Divide by SIMDRegister

Is there a way to divide by a SIMDRegister? Like can I calculate 1/SIMDReg somehow, or do anybody know about a good workaround?

There’s div in SSE but not in NEON so that’s probably why it’s not supported in SIMDRegister.
If you’re only building for SSE devices than you could just put in the / operators in SIMDRegister.
That or this will work without changing JUCE code:

SIMDRegister<float> quotient = _mm_div_ps(numerator.value, denominator.value);
2 Likes

thank you, that’s perfect and works nicely!
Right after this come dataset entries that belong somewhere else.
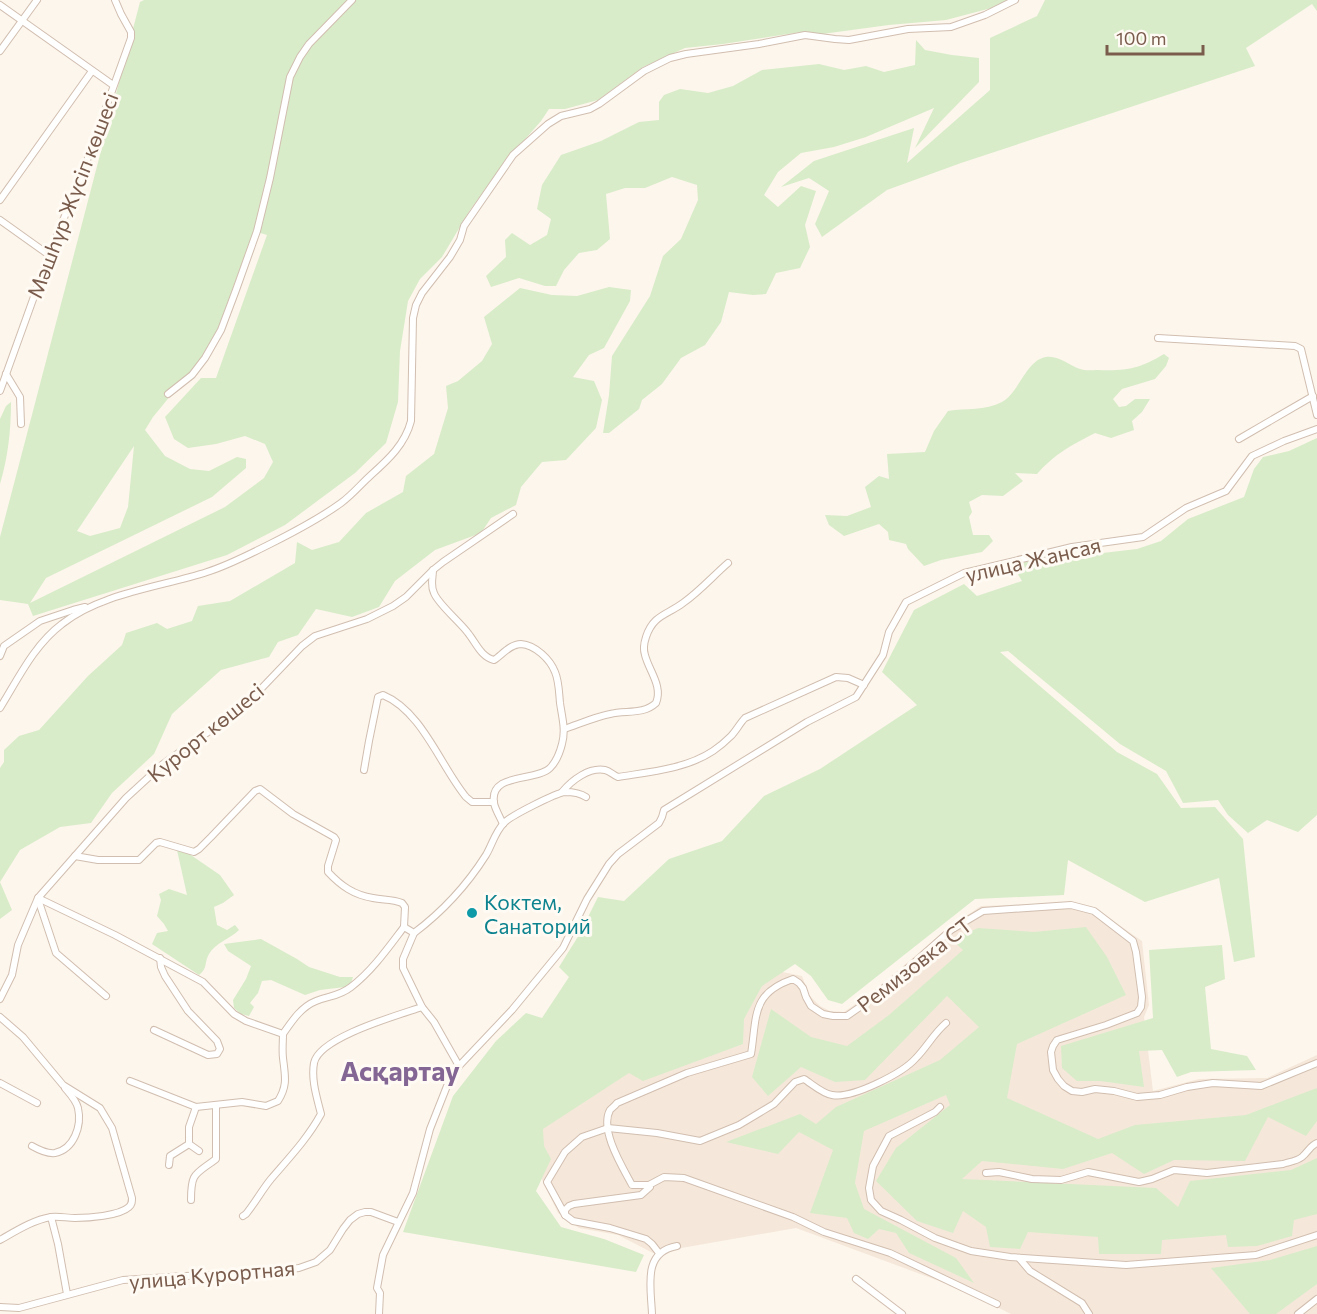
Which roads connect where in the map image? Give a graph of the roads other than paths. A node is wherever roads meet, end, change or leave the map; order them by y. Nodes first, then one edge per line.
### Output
1 (37, 0) edge
2 (115, 0) edge
3 (352, 0) edge
4 (1015, 0) edge
5 (0, 5) edge
6 (22, 21) junction
7 (0, 51) edge
8 (92, 71) junction
9 (113, 86) junction
10 (0, 200) edge
11 (0, 220) edge
12 (49, 255) junction
13 (1158, 338) dead end
14 (6, 374) junction
15 (0, 391) edge
16 (168, 394) dead end
17 (1313, 396) junction
18 (1317, 415) edge
19 (21, 423) dead end
20 (1317, 429) edge
21 (1239, 439) dead end
22 (513, 514) dead end
23 (728, 563) dead end
24 (433, 570) junction
25 (91, 606) junction
26 (0, 656) edge
27 (864, 685) junction
28 (0, 708) edge
29 (564, 729) junction
30 (364, 770) dead end
31 (562, 792) junction
32 (586, 797) dead end
33 (494, 802) junction
34 (503, 824) junction
35 (75, 856) junction
36 (38, 898) junction
37 (404, 927) junction
38 (414, 933) junction
39 (160, 958) junction
40 (106, 996) dead end
41 (0, 999) edge
42 (422, 1007) junction
43 (0, 1017) edge
44 (946, 1023) dead end
45 (154, 1030) dead end
46 (283, 1034) junction
47 (1317, 1063) edge
48 (459, 1066) junction
49 (130, 1081) dead end
50 (0, 1083) edge
51 (63, 1085) junction
52 (37, 1102) dead end
53 (216, 1105) junction
54 (196, 1107) junction
55 (939, 1107) dead end
56 (608, 1128) junction
57 (1317, 1143) edge
58 (189, 1144) junction
59 (32, 1146) dead end
60 (199, 1151) dead end
61 (169, 1165) dead end
62 (986, 1173) dead end
63 (649, 1185) junction
64 (191, 1200) dead end
65 (565, 1215) junction
66 (243, 1216) dead end
67 (51, 1217) junction
68 (398, 1222) junction
69 (1317, 1235) edge
70 (0, 1240) edge
71 (677, 1246) dead end
72 (659, 1253) junction
73 (1019, 1258) junction
74 (856, 1279) dead end
75 (67, 1294) junction
76 (1317, 1299) edge
77 (997, 1304) dead end
78 (0, 1307) edge
79 (379, 1314) edge
80 (652, 1314) edge
81 (902, 1314) edge
82 (1089, 1314) edge
83 (1298, 1314) edge

1 - 6 street
2 - 9 street, Мәшhүр Жүсіп көшесі
3 - 16 street
4 - 25 street
5 - 6 street
6 - 7 street
6 - 8 street
8 - 9 street
8 - 10 street
9 - 12 street, Мәшhүр Жүсіп көшесі
11 - 12 street
12 - 14 street, Мәшhүр Жүсіп көшесі
13 - 17 street
14 - 15 street, Мәшhүр Жүсіп көшесі
14 - 19 street
17 - 18 street
17 - 21 street
20 - 27 street, улица Жансая
22 - 24 street, Курорт көшесі
23 - 29 street
24 - 29 street
24 - 35 street, Курорт көшесі
25 - 26 street
25 - 28 street
27 - 31 street
27 - 48 street, улица Жансая
29 - 33 street
30 - 33 street
31 - 32 street
31 - 34 street
33 - 34 street
34 - 38 street
35 - 36 street, Курорт көшесі
35 - 37 street
36 - 39 street
36 - 40 street
36 - 41 street, Курорт көшесі
37 - 38 street
37 - 46 street
38 - 42 street
39 - 45 street
39 - 46 street
42 - 48 street
42 - 66 street
43 - 51 street
44 - 56 street
46 - 53 street
47 - 56 street, Ремизовка СТ
48 - 68 street, улица Жансая
49 - 54 street
50 - 52 street
51 - 59 street
51 - 67 street
53 - 54 street
53 - 64 street
54 - 58 street
55 - 73 street
56 - 63 street
56 - 65 street
57 - 62 street
58 - 60 street
58 - 61 street
63 - 65 street
63 - 77 street
65 - 72 street
67 - 70 street
67 - 75 street
68 - 75 street, улица Курортная
68 - 79 street, улица Жансая
69 - 73 street
71 - 72 street
72 - 80 street
73 - 82 street
74 - 81 street
75 - 78 street
76 - 83 street

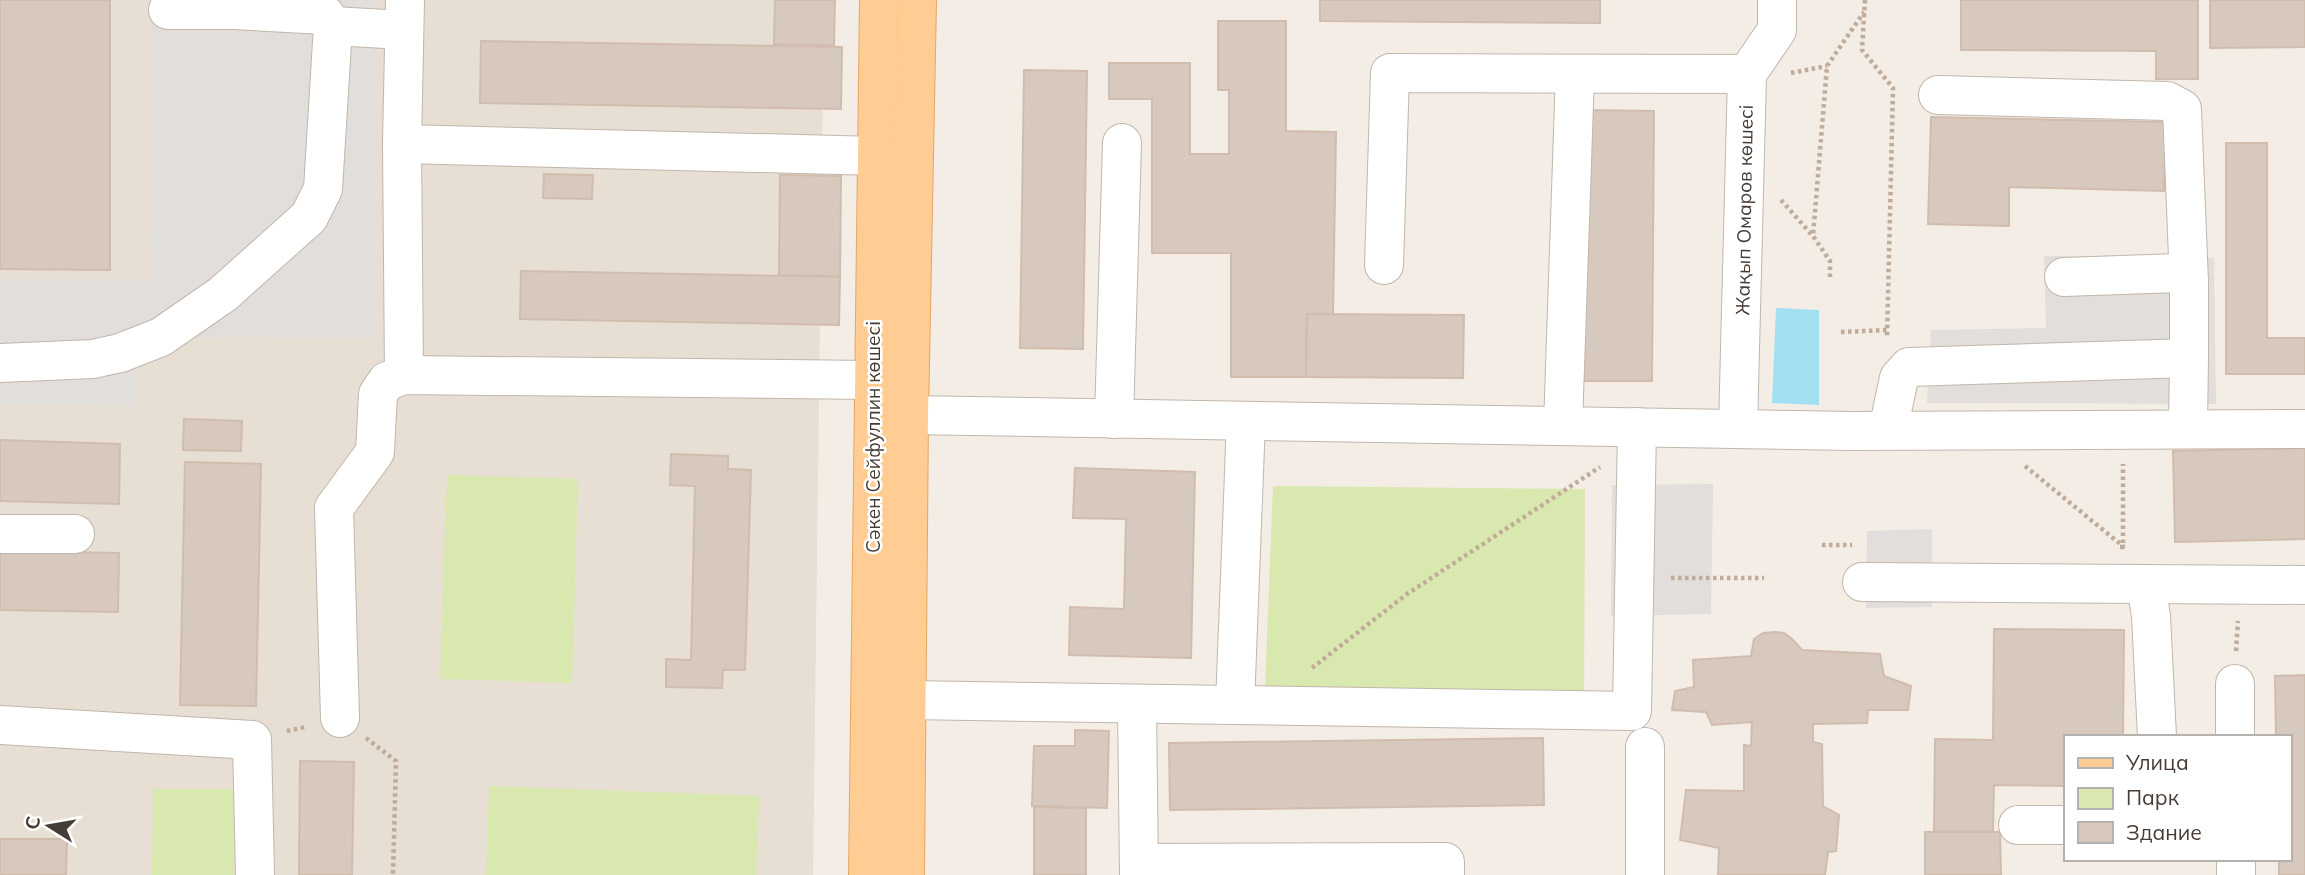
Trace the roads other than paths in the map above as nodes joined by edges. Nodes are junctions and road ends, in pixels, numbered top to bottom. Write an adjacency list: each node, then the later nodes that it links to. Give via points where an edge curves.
1 (879, 0): 12 (main road, Сәкен Сейфуллин көшесі)
2 (917, 0): 20 (main road, Сәкен Сейфуллин көшесі)
3 (1777, 0): 8 (lane, via 1777,30)
4 (168, 10): 6 (lane, via 325,15)
5 (404, 15): 6 (lane); 11 (lane)
6 (333, 26): 17 (lane, via 323,189 309,217 223,294 161,337 93,359)
7 (1575, 74): 8 (lane); 13 (lane, via 1390,73); 23 (lane)
8 (1747, 74): 25 (lane, Жақып Омаров көшесі)
9 (1938, 95): 15 (lane, via 2166,101 2182,109)
10 (1122, 143): 21 (lane)
11 (402, 144): 12 (lane); 18 (lane)
12 (877, 156): 19 (main road, Сәкен Сейфуллин көшесі)
13 (1384, 265)
14 (2064, 277): 15 (lane, via 2178,273)
15 (2189, 282): 16 (lane)
16 (2189, 358): 26 (lane); 28 (lane, via 1909,368 1899,378)
17 (0, 363)
18 (404, 374): 19 (lane); 38 (lane, via 387,380 378,394 375,452 334,508)
19 (873, 380): 47 (main road, Сәкен Сейфуллин көшесі)
20 (909, 415): 21 (lane); 35 (main road, Сәкен Сейфуллин көшесі)
21 (1114, 419): 22 (lane)
22 (1246, 421): 23 (lane); 37 (lane)
23 (1563, 426): 24 (lane)
24 (1637, 427): 25 (lane); 37 (lane, via 1632,711)
25 (1738, 429): 28 (lane)
26 (2188, 429): 27 (lane); 28 (lane)
27 (2305, 429)
28 (1888, 430)
29 (0, 534): 30 (lane)
30 (75, 534)
31 (1862, 564): 32 (lane)
32 (2146, 584): 33 (lane); 40 (lane)
33 (2305, 585)
34 (2235, 684): 41 (lane)
35 (907, 700): 36 (lane); 48 (main road, Сәкен Сейфуллин көшесі)
36 (1137, 704): 37 (lane); 45 (lane)
37 (1235, 705)
38 (340, 718)
39 (0, 725): 46 (lane, via 252,740)
40 (2157, 735)
41 (2235, 735)
42 (1645, 747): 50 (lane)
43 (2018, 825): 44 (lane)
44 (2064, 825)
45 (1139, 869): 49 (lane, via 1445,862)
46 (255, 875)
47 (868, 875)
48 (905, 875)
49 (1445, 875)
50 (1645, 875)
Genuine question (showing my naiveté)– why can’t the SIMDRegister type implement a operator/= which when built against SSE uses _mm_div_ps, and when built against NEON or AVX has a workaround implementation which unpacks the register, performs the division operation for each value, packs the newly acquired values back into the register, then returns?

Obviously, I’m assuming, that would be a performance hit, but if you’re building against NEON, trying to use the SIMDRegister type, and need a 1/x division operation, wouldn’t you have to write something just like this anyway?

1 Like

imho the proper solution would be to support division on SSE platforms and have a compile error on NEON. Trusting a user to know and understand the differences between SIMD platforms kind of defeats the purpose of hiding it behind an API.

3 Likes

That’s fair; I would support that solution.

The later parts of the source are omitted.